All-In PodcastE21: Media misalignment, subjects controlling narratives & more with bestie guestie Draymond Green
CHAPTERS
- 0:00 – 3:58
Sacks on Tucker Carlson: free-speech framing and Fox News reactions
The besties open with jokes about David Sacks’ Tucker Carlson appearance, then pivot into what it was like and why it mattered. They discuss how Tucker framed Sacks as a “classic liberal” defending free speech, setting up a broader censorship debate.
- •Teasing Sacks for repeatedly re-watching his own segment
- •Why going on Tucker can be strategically useful (reach, framing)
- •Free speech as a ‘classic liberal’ principle vs partisan labels
- •How appearances on big platforms can reshape public perception
- 3:58 – 10:15
Censorship, deplatforming, and the ‘blind spot’ when you like the outcome
The group uses recent examples (Reddit/Discord, Trump/Parler) to argue censorship feels acceptable until it hits your side. They emphasize that the key issue is who holds the power to censor, not short-term political wins.

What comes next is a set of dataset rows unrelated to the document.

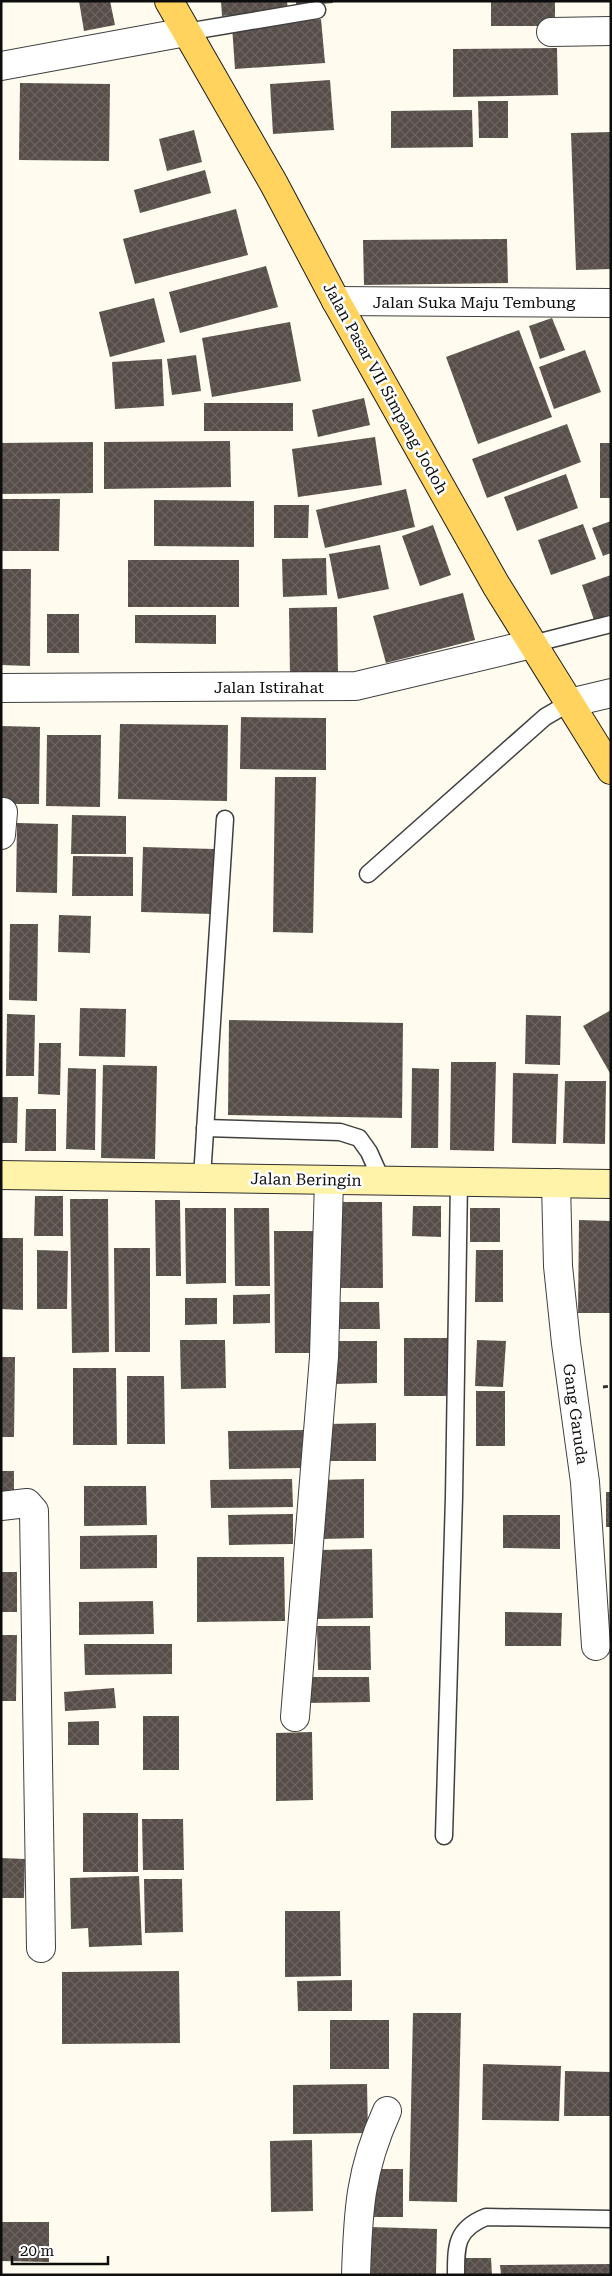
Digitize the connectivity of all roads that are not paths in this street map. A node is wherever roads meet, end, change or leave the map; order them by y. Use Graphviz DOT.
graph roads {
  1 [pos="169,1"];
  2 [pos="317,10"];
  3 [pos="611,31"];
  4 [pos="186,32"];
  5 [pos="551,32"];
  6 [pos="1,66"];
  7 [pos="336,301"];
  8 [pos="611,303"];
  9 [pos="611,624"];
  10 [pos="532,644"];
  11 [pos="1,688"];
  12 [pos="611,693"];
  13 [pos="569,703"];
  14 [pos="611,770"];
  15 [pos="225,819"];
  16 [pos="368,874"];
  17 [pos="205,1128"];
  18 [pos="1,1175"];
  19 [pos="202,1178"];
  20 [pos="329,1180"];
  21 [pos="382,1180"];
  22 [pos="459,1181"];
  23 [pos="556,1183"];
  24 [pos="611,1184"];
  25 [pos="1,1506"];
  26 [pos="596,1646"];
  27 [pos="295,1717"];
  28 [pos="444,1836"];
  29 [pos="41,1948"];
  30 [pos="387,2111"];
  31 [pos="611,2219"];
  32 [pos="356,2275"];
  33 [pos="456,2275"];
  1 -- 4 [label="main road, Jalan Pasar VII Simpang Jodoh"];
  2 -- 4 [label="lane"];
  3 -- 5 [label="street"];
  4 -- 6 [label="street"];
  4 -- 7 [label="main road, Jalan Pasar VII Simpang Jodoh"];
  7 -- 8 [label="street, Jalan Suka Maju Tembung"];
  7 -- 10 [label="main road, Jalan Pasar VII Simpang Jodoh"];
  9 -- 10 [label="lane"];
  10 -- 11 [label="street, Jalan Istirahat"];
  10 -- 13 [label="main road, Jalan Pasar VII Simpang Jodoh"];
  12 -- 13 [label="street"];
  13 -- 14 [label="main road, Jalan Pasar VII Simpang Jodoh"];
  13 -- 16 [label="lane"];
  15 -- 17 [label="lane"];
  17 -- 19 [label="lane"];
  17 -- 21 [label="lane"];
  18 -- 19 [label="street, Jalan Beringin"];
  19 -- 20 [label="street, Jalan Beringin"];
  20 -- 21 [label="street, Jalan Beringin"];
  20 -- 27 [label="street"];
  21 -- 22 [label="street, Jalan Beringin"];
  22 -- 23 [label="street, Jalan Beringin"];
  22 -- 28 [label="lane"];
  23 -- 24 [label="street, Jalan Beringin"];
  23 -- 26 [label="street, Gang Garuda"];
  25 -- 29 [label="street"];
  30 -- 32 [label="street"];
  31 -- 33 [label="lane"];
}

- •Discord/Reddit moderation as a proxy for insider vs outsider power
- •Trump/Parler deplatforming as precedent that can be reused
- •The ‘free speech for me, but not for thee’ dynamic
- •Censorship’s tendency to backfire politically and culturally
- 10:15 – 14:05
From reporting facts to selling opinions: why trust in media collapsed
They argue the internet commoditized facts, forcing media into opinion and outrage to survive. Revenue compression, faster publishing cycles, and incentives tied to clicks and followers reduce fact-checking and nuance.
- •Internet destroys legacy media revenue streams (classifieds, ads, subscriptions)
- •Blog-speed publishing crowds out verification and subject interviews
- •Trust declines as audiences infer hidden agendas
- •Opinion becomes the product when facts are widely available elsewhere
- 14:05 – 14:37
Subjects fight back: going direct via Twitter, podcasts, Clubhouse, and Substack
The conversation turns to companies and public figures bypassing journalists to control narratives. A16Z’s Clubhouse presence becomes a case study in building distribution and speaking directly to audiences.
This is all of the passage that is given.